Staf ahli menpora yang baru yang juga mantan atlet nasional, Taufik Hidayat, sudah mengingatkan agar PON pada edisi selanjutnya fokus mempertandingkan cabang olahraga Olimpiade. Dia juga sepakat dengan usulan pembatasan usia bagi peserta.

Selain mempermudah kerja tuan rumah, Menpora dan Taufik tengah menagih prestasi dari perhelatan PON yangs udah rutin digelar setiap empat tahun.

Sejatinya, bukan cuma di Jabar ini PON sudah menyusahkan tuan rumah. Permasalahan-permasalahan yang muncul pada PON Jabar ini seolah letusan gunung api dengan proses vulkanik yang sudah terjadi dari PON-PON sebelumnya.

Coba tengok stadion-stadion di Samarinda dan Balikpapan serta Riau sebagai tuan rumah PON 2008 dan 2012. Masih baguskah? Tidak, sebab dua daerah itu justru kesulitan membiayai perawatan stadion-stadion yang dibangun menjelang jadi tuan rumah.


Ada efek ekonomi kah kepada provinsi-provinsi yang pernah jadi tuan rumah PON? Tidak ada riset khusus tentang hal itu. Apakah IT daerah itu makin berkembang setelah menjadi tuan rumah PON? Tidak ada jawaban jelas.

Bahkan sudah sejak tahun 1970-an, Gubernur DKI Jakarta Ali Sadikin, menyadari PON akan menyusahkan DKI sebagai tuan rumah jika peserta terlalu banyak. Selain itu, Ali juga memprediksi kalau PON berpotensi menjadi sebuah pesta wah yang tak akan berimbas kepada prestasi olahraga jika PON mengakomodasi cabang-cabang olahraga di luar Asian Games dan Olimpiade.

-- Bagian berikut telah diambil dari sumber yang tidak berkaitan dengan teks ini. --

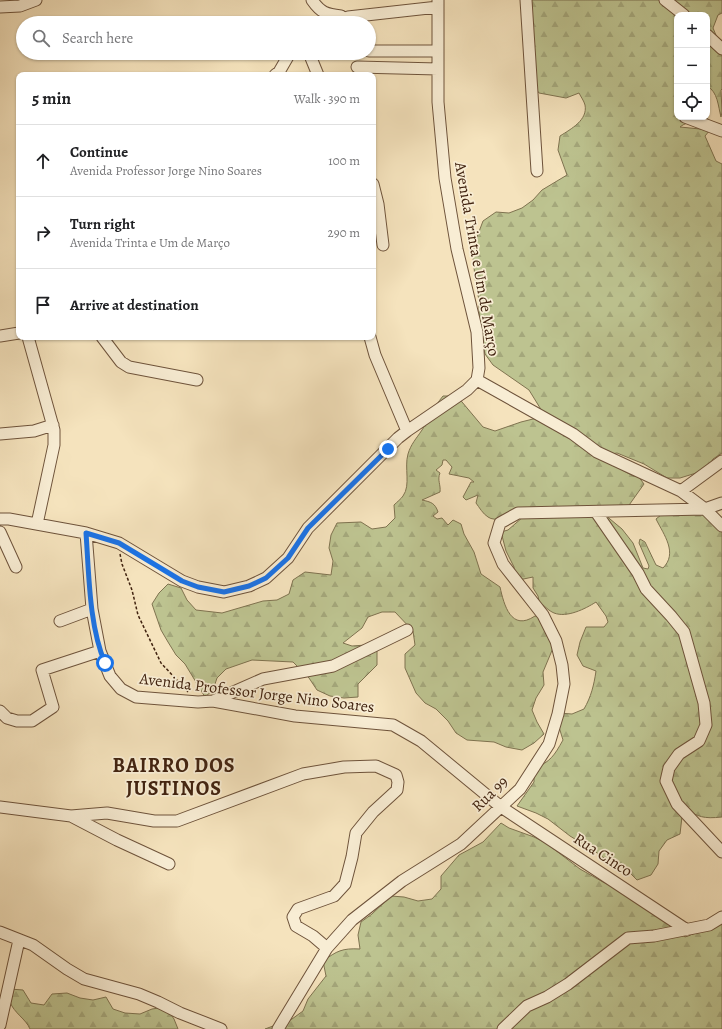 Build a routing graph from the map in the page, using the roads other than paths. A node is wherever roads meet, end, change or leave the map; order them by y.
1 (36, 0) edge
2 (312, 0) edge
3 (526, 0) edge
4 (664, 0) edge
5 (438, 3) edge
6 (0, 7) edge
7 (680, 12) edge
8 (341, 16) edge
9 (354, 16) edge
10 (710, 38) edge
11 (722, 48) edge
12 (376, 51) edge
13 (438, 51) junction
14 (286, 60) edge
15 (312, 60) edge
16 (357, 67) dead end
17 (438, 69) junction
18 (279, 72) edge
19 (317, 72) edge
20 (694, 120) edge
21 (722, 130) edge
22 (537, 171) dead end
23 (376, 196) edge
24 (383, 245) dead end
25 (16, 333) edge
26 (0, 336) edge
27 (29, 340) edge
28 (104, 340) edge
29 (371, 340) edge
30 (197, 380) dead end
31 (477, 380) junction
32 (53, 425) junction
33 (407, 431) junction
34 (0, 434) edge
35 (722, 461) edge
36 (681, 491) junction
37 (722, 503) edge
38 (705, 509) junction
39 (596, 512) junction
40 (0, 519) edge
41 (37, 524) junction
42 (722, 526) edge
43 (0, 532) edge
44 (86, 533) junction
45 (16, 566) dead end
46 (92, 608) junction
47 (60, 621) dead end
48 (407, 630) dead end
49 (100, 651) junction
50 (213, 701) junction
51 (0, 711) edge
52 (0, 807) edge
53 (501, 807) junction
54 (71, 816) junction
55 (722, 852) edge
56 (169, 864) dead end
57 (722, 917) edge
58 (687, 930) junction
59 (0, 932) edge
60 (19, 940) junction
61 (327, 948) junction
62 (0, 1024) edge
63 (279, 1026) edge
64 (222, 1029) edge
65 (269, 1029) edge
66 (503, 1029) edge

1 - 6 street
2 - 8 street
3 - 22 street
4 - 7 street
5 - 9 street
5 - 13 street, Avenida Trinta e Um de Março
10 - 11 street
12 - 13 street
13 - 17 street, Avenida Trinta e Um de Março
14 - 18 street
15 - 19 street
16 - 17 street
17 - 31 street, Avenida Trinta e Um de Março
20 - 21 street
23 - 24 street
25 - 26 street
27 - 32 street
28 - 30 street
29 - 33 street
31 - 33 street, Avenida Trinta e Um de Março
31 - 36 street
32 - 34 street
32 - 41 street
33 - 44 street, Avenida Trinta e Um de Março
35 - 36 street
36 - 38 street
37 - 38 street
38 - 39 street
38 - 42 street
39 - 53 street, Rua 99
39 - 55 street
40 - 41 street, Avenida Trinta e Um de Março
41 - 44 street, Avenida Trinta e Um de Março
43 - 45 street
44 - 46 street, Avenida Professor Jorge Nino Soares
46 - 47 street
46 - 49 street, Avenida Professor Jorge Nino Soares
48 - 50 street
49 - 50 street, Avenida Professor Jorge Nino Soares
49 - 51 street
50 - 53 street, Avenida Professor Jorge Nino Soares
52 - 54 street
53 - 58 street, Rua Cinco
53 - 61 street, Rua 99
54 - 56 street
54 - 61 street
57 - 58 street
58 - 66 street
59 - 60 street
60 - 62 street
60 - 64 street
61 - 63 street, Rua 99
63 - 65 street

Maka, Ali pun meminta agar PON bukan cuma pesta yang asal ramai secara kuantitas tapi haruslah menjadi gelaran yang berkualitas.

"Saya mau atlet-atlet kita (DKI Jakarta) mengejar prestasi atlet-atlet yang di luar negeri. Langkah pertama mengejar juara-juara Asian Games. Menghadapi PON IX saya menjabat sebagai Ketua Umum PB PON IX saya mengusulkan agar hanya nomor-nomor yang dipertandingkan dalam Asian Games dan Olimpiade."

Begitulah usulan Ali Sadikin yang tercatat dalam biografinya. Namun, dalam pelaksanaannya usulan itu dimentahkan oleh pengurus induk cabang organisasi. mereka merajuk agar cabang-cabang olahraga di luar Asian Games dan Olimpiade tetap dipertadningkan di PON dengan alasan yang berbeda-beda, Seperti de javu, situasi yang sama juga terjadi saat ini, bukan?

Ali berkompromi. Namun dia minta agar total kontingen peserta tak lebih dari 3 ribu orang. Ya, cuma 3.000 peserta.

Tapi kini dalam perkembangannya, seperti disebut di awal tulisan, multievent ini diikuti 9 ribuan peserta alias tiga kali lipatnya.

Lantas apakah ada prestasi internasional yang sudah didapatkan Indonesia dari penyelenggaraan rutin PON yang rata-rata melombakan lebih dari 700-an nomor olahraga itu?

Jawabannya: alih-alih bisa masuk 10 besar Asian Games, jadi juara umum SEA Games saja Indonesia harus jadi tuan rumah lebih dulu sebab emas bisa didulang dengan menghadirkan banyak cabang olahraga ajaib, cabang olahraga yang tiba-tiba ada kalau kita jadi tuan rumah.


Kalau tak ada perubahan juga, jangan heran kalau masalah-masalah itu akan dipentaskan lagi pada PON XX/2020 di Papua. Di sisi lain prestasi internasional masih akan sulit diciptakan. Soal pelaksaan menjadi tuan rumah, kita juga tak bisa abai karena dua tahun lagi Jakarta dan Palembang akan jadi tuan rumah Asian Games. Jangan sampai malah menuai malu. (prestasi dan pelaksanaan).